Assignment: What lines in the records below hold the string "paths"? Please show them.

═════ Material provided

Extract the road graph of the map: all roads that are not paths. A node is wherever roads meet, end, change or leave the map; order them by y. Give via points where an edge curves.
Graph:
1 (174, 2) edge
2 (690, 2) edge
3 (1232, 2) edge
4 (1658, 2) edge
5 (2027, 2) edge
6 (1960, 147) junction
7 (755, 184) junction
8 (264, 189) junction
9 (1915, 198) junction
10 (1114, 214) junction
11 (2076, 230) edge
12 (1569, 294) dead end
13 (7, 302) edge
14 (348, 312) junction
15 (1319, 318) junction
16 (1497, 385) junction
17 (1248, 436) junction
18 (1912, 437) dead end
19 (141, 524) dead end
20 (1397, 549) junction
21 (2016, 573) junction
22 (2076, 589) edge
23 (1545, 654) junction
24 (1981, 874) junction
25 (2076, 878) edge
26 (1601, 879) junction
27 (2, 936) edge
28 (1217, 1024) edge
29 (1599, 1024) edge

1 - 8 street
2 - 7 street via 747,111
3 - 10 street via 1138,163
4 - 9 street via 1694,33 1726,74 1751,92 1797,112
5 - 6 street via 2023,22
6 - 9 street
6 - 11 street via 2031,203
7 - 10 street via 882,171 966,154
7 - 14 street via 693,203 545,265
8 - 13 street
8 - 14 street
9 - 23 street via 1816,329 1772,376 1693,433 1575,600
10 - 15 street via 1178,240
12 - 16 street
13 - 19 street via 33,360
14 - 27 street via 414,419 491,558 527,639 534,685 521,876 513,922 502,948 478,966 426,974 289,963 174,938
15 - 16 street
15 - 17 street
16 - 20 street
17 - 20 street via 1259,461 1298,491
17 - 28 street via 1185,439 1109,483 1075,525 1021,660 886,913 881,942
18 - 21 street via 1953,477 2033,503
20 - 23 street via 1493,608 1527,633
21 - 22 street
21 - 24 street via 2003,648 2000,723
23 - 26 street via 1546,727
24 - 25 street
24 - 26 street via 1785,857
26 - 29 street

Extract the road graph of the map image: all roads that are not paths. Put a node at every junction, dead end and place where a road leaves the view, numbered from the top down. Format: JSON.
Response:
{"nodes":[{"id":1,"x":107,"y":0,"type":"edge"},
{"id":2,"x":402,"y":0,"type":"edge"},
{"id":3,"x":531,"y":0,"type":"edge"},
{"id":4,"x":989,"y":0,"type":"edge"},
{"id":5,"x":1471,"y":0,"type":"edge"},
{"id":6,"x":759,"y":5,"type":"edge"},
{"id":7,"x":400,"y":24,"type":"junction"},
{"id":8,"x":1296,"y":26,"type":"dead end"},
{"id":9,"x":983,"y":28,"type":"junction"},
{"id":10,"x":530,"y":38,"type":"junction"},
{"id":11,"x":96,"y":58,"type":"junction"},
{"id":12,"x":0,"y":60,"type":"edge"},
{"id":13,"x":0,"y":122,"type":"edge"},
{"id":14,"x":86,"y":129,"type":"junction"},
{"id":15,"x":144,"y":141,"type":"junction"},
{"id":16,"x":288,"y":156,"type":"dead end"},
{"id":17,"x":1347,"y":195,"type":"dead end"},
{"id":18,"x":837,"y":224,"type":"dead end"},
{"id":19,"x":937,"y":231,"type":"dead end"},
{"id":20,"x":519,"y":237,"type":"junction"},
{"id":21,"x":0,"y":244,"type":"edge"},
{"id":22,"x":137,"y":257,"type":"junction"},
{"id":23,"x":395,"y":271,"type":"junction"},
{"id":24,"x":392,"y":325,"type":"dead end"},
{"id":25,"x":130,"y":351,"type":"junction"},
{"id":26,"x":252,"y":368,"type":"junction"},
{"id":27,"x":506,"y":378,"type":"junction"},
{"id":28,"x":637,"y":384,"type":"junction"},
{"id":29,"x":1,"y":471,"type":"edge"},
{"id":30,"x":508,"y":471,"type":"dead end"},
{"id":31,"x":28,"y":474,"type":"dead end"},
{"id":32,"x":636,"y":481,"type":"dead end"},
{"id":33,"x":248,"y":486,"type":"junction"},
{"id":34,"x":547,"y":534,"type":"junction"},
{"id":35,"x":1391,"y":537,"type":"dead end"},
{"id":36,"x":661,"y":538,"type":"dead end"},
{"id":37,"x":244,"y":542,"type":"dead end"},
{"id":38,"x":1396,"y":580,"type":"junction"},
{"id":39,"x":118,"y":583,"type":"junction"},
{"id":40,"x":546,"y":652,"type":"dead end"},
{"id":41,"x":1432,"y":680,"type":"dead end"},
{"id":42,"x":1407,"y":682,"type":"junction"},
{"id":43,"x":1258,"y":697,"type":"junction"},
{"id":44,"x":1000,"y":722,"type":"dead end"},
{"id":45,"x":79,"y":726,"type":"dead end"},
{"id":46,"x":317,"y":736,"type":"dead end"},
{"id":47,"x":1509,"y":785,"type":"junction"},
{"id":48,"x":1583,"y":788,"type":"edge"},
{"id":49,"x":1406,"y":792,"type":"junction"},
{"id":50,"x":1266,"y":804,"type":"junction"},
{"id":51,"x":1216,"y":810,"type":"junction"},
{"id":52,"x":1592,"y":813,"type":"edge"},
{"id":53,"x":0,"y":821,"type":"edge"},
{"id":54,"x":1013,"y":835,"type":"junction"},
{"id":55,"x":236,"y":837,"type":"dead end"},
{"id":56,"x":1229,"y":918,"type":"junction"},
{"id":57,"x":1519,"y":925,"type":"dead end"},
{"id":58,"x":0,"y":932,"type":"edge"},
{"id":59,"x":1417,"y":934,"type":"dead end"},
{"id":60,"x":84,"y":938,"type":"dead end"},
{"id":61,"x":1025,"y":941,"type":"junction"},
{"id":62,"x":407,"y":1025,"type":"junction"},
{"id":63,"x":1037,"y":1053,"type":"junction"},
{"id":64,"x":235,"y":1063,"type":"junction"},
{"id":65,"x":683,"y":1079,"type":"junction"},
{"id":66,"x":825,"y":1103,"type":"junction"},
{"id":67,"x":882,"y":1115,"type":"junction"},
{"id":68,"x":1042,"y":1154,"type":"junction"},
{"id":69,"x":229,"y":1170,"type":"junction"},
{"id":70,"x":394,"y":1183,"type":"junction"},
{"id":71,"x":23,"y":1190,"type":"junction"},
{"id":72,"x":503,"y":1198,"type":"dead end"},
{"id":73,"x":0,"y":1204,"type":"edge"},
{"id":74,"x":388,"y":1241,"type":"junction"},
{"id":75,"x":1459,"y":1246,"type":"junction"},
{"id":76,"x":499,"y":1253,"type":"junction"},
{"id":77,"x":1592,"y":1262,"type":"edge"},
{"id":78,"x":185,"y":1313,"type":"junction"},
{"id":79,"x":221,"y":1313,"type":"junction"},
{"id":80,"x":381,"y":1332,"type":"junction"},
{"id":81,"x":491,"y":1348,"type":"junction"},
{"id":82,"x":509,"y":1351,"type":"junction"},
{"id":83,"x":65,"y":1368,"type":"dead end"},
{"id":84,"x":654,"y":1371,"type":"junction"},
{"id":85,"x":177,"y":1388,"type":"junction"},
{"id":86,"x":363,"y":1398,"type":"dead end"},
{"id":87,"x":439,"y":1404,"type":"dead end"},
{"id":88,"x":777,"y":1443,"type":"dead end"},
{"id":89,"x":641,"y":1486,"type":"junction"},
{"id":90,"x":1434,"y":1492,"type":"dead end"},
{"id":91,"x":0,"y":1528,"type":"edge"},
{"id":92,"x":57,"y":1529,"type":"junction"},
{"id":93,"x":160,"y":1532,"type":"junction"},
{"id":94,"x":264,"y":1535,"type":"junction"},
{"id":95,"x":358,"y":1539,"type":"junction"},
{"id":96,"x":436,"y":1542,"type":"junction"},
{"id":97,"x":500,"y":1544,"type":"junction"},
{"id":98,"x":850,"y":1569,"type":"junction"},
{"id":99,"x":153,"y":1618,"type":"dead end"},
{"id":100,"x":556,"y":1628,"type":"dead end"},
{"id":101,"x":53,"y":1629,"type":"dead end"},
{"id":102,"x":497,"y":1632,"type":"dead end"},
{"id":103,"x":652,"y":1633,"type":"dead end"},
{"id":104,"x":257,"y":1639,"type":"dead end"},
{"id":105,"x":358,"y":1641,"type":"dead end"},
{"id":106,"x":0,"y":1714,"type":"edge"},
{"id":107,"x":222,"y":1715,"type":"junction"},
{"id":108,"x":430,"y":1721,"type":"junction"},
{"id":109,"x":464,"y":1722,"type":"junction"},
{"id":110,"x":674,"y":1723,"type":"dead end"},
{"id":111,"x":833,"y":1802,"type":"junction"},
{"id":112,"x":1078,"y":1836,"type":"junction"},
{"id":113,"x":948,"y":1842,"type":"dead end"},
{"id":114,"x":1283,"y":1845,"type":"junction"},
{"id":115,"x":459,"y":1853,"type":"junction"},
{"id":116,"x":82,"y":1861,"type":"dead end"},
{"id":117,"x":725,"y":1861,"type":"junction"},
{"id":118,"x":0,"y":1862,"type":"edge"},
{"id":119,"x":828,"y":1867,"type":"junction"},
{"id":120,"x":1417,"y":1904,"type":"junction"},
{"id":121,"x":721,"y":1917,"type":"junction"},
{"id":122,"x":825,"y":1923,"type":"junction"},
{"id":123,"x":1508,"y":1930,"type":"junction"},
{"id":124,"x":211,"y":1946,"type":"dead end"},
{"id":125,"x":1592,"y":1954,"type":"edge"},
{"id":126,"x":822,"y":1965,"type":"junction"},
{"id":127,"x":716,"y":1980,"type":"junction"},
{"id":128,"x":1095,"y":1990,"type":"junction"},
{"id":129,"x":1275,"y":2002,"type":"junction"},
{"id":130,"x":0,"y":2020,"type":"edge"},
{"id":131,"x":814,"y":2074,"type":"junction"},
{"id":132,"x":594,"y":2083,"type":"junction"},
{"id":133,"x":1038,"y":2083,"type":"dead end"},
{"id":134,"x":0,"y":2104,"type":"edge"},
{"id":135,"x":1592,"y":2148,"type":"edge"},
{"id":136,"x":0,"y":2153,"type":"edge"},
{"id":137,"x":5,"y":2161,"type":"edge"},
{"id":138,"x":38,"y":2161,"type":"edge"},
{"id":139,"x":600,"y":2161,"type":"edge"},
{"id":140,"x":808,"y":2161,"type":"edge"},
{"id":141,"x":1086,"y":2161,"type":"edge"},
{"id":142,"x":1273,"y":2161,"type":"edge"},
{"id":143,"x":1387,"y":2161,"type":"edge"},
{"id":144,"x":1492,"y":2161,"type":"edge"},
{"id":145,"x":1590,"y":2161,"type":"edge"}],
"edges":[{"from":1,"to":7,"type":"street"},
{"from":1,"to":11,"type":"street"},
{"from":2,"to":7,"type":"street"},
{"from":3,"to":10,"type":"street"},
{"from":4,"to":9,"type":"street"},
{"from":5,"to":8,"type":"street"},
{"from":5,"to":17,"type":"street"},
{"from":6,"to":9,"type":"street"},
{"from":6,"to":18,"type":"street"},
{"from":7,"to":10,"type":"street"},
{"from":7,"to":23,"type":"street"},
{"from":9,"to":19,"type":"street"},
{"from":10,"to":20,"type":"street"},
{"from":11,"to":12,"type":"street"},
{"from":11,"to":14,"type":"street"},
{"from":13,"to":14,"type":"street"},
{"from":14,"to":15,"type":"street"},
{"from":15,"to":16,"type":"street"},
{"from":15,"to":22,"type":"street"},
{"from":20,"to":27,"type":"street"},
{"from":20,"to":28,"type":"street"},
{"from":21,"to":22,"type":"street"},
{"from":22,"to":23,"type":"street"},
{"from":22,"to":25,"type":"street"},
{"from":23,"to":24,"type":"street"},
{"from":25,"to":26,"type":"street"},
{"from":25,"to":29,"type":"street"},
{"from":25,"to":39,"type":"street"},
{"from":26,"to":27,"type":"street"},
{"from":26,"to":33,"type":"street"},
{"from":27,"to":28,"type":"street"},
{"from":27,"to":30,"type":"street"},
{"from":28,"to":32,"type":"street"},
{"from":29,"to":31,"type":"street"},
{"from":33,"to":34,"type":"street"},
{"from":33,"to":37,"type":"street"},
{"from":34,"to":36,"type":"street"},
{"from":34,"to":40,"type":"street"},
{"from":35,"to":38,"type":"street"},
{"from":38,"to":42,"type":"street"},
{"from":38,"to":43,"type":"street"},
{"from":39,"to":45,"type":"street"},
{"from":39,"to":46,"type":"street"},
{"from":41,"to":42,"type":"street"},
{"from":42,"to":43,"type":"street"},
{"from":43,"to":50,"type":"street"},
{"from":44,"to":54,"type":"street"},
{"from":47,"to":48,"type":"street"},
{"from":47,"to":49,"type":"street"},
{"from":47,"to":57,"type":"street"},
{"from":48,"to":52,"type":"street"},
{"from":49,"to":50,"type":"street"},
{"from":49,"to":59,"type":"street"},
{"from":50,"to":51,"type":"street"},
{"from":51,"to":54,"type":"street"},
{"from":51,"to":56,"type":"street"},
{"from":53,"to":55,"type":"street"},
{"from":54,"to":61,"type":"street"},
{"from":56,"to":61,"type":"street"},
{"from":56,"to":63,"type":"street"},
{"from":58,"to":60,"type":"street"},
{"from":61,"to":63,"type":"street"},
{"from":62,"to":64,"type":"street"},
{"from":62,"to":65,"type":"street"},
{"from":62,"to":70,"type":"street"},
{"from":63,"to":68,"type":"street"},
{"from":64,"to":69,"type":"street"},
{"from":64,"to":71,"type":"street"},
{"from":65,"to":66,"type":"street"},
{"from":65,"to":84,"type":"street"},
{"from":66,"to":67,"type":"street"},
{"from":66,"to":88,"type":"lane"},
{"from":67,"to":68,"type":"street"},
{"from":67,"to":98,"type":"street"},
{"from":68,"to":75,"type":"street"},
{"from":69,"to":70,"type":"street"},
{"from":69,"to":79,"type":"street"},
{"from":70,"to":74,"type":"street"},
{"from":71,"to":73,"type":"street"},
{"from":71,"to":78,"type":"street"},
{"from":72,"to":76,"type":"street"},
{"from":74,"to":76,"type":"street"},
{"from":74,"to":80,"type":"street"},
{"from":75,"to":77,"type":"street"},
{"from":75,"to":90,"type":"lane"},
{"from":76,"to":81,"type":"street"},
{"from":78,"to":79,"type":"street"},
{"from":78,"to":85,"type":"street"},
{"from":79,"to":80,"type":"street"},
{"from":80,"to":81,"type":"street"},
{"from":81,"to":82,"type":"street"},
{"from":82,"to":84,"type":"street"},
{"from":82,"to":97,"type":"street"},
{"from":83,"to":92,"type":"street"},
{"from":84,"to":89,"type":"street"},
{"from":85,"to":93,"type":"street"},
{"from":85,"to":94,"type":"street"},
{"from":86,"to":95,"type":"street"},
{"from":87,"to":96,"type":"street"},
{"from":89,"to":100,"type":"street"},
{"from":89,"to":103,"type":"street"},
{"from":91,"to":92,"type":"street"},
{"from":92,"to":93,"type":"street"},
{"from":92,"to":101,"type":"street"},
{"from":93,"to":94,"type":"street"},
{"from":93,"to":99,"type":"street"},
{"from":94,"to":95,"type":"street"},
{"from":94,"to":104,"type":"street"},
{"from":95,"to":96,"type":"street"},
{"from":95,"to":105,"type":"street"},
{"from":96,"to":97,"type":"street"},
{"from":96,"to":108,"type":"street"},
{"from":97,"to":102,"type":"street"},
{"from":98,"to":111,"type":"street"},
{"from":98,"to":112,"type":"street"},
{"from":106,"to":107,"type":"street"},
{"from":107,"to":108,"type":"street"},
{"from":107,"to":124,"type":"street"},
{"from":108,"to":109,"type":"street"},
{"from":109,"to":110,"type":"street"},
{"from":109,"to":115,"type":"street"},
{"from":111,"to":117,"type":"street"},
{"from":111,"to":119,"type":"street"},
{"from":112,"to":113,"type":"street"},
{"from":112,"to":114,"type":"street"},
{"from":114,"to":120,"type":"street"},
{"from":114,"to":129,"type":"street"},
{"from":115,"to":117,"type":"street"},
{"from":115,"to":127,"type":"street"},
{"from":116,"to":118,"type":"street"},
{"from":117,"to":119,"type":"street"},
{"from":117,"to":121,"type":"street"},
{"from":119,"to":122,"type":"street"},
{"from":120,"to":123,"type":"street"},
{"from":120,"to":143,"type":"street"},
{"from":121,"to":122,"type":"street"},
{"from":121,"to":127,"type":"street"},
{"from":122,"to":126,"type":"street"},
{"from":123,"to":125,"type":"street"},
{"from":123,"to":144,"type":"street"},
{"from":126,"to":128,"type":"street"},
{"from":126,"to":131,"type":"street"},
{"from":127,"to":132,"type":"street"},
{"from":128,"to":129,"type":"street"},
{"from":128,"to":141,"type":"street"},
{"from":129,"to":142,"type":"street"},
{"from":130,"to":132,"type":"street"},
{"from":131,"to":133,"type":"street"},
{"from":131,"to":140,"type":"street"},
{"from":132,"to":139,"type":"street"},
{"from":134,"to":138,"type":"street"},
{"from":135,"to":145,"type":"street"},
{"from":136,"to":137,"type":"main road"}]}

══════════

Solution to this exercise:
Extract the road graph of the map: all roads that are not paths. A node is wherever roads meet, end, change or leave the map; order them by y. Give via points where an edge curves.
Extract the road graph of the map image: all roads that are not paths. Put a node at every junction, dead end and place where a road leaves the view, numbered from the top down. Format: JSON.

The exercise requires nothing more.